Chapter 57
I was exhausted when I finally returned to our chambers, though my body felt keenly alert, the anticipation for the morning held like a blade to my throat.
I had spent the afternoon ensuring every detail of our plan was securely in place. Now I wanted nothing more than to crawl into bed, hold Penelope to me, and hide from the world until it was all over, until the suitors were gone and our home was ours once again.
Outside our quarters, I paused. I could hear a voice filtering through the walls, low and gravelly and distinctly male. With a swell of unease, I cracked open the door, peering inside to where a hunched figure sat beside the hearth.
The beggar.
What was he doing here? Penelope never allowed guests into our private space.
Kneeling before him was Eurycleia. The old slave was bathing his feet, an act usually reserved for the most respected of guests.
I inched the door open a little wider, stunned by this curious interaction.
Eurycleia was staring intently at the man’s leg, her fingers trembling as she touched his skin.
The beggar shifted in his seat, and I saw what had caught Eurycleia’s attention—a deep scar stretching along his thigh, one that looked vaguely familiar.
A loud clatter made me flinch. Eurycleia had dropped her basin, water spilling around her knees.
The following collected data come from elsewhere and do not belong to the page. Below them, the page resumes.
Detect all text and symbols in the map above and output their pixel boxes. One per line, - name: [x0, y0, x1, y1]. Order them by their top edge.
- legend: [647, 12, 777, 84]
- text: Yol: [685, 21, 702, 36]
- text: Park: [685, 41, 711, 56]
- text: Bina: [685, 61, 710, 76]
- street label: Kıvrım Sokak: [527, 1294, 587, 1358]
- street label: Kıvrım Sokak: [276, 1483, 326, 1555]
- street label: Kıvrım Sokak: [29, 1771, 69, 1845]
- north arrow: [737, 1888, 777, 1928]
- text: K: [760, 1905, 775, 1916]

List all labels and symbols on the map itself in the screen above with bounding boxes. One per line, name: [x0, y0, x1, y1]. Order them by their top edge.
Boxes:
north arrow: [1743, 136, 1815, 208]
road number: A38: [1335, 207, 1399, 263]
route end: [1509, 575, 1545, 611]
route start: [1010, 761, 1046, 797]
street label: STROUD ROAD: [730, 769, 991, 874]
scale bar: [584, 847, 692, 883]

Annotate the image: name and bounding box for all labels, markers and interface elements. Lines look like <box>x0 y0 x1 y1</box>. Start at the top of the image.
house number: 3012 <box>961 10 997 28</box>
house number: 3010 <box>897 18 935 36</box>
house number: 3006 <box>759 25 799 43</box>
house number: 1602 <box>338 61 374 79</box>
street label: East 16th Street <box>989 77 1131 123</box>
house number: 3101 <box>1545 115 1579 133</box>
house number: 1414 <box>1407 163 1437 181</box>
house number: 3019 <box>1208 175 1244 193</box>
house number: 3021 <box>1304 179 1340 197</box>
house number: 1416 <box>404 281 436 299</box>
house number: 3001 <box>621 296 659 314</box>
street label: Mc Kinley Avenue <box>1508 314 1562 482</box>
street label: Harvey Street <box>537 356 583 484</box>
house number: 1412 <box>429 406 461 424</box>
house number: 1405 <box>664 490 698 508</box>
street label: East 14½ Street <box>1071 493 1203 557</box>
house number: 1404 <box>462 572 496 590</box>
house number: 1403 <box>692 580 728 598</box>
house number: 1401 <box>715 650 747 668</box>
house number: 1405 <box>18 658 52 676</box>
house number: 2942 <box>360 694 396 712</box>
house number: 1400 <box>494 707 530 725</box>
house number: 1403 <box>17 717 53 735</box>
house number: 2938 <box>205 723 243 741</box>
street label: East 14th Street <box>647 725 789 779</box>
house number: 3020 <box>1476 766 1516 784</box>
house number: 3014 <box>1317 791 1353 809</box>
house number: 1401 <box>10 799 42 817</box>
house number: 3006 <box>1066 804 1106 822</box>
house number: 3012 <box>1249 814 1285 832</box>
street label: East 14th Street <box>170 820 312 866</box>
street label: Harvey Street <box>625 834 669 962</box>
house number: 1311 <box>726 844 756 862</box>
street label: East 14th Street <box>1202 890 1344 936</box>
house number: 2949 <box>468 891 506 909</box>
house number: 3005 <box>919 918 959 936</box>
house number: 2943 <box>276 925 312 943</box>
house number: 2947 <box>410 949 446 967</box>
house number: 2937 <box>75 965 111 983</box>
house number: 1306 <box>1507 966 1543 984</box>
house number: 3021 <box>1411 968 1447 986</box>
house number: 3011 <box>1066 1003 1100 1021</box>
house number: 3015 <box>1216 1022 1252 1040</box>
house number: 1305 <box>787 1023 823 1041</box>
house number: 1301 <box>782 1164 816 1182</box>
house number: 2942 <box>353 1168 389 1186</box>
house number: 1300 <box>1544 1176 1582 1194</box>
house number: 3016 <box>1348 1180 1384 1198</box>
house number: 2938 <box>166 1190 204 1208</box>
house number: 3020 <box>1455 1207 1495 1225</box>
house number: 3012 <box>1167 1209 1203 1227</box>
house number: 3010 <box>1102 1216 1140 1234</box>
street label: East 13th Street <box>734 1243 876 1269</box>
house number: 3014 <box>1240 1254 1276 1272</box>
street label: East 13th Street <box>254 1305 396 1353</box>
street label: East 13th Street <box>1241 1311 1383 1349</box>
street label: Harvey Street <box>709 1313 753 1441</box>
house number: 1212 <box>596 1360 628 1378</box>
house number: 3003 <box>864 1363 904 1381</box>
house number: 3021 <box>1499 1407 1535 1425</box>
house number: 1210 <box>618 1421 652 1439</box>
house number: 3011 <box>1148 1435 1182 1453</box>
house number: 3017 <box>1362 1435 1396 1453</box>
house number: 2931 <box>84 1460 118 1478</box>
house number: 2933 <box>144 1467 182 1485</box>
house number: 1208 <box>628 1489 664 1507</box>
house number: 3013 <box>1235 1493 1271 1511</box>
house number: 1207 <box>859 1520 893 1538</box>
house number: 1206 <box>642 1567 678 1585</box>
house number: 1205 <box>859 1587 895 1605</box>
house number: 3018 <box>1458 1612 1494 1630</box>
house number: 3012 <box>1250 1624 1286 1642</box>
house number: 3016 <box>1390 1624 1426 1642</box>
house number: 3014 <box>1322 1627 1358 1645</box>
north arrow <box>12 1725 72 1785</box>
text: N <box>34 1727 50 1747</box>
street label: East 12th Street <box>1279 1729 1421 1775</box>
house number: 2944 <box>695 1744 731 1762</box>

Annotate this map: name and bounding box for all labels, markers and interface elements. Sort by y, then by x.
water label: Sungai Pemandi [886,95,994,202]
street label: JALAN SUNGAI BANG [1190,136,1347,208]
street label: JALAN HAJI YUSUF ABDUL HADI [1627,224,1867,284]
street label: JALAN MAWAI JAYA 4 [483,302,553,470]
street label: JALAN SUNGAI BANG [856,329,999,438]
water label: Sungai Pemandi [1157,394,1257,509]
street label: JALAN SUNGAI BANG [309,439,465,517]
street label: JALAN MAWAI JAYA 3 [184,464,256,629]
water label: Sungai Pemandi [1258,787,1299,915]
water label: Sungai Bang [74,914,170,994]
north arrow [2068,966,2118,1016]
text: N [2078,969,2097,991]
She cried out, but her voice was instantly choked by the beggar’s right hand at her throat.
He was on his feet now, thick fingers wrapped around Eurycleia’s neck as he growled at her, words too low for me to catch.
“Get off her!” I shouted, surging inside.
Though I harbored no love for Eurycleia, I could not simply stand by as a man harmed a defenseless woman.
The beggar released Eurycleia instantly, turning to me. “You again.”
“How dare you touch her like that,” I spat at him. “You need to leave. You have no place here. Get out. Go! Now!”
“Melantho.” Penelope’s voice was like a rush of cold water, dousing my rage.
I turned to find her standing in the doorway. Her eyes darted between the three of us, and there was something odd about her expression, a tightness I could not place.
“You are dismissed,” she said.
Eurycleia obeyed without protest, scarlet rings marring her throat as she hurried away. It took me a moment to realize Penelope was waiting for me to leave also.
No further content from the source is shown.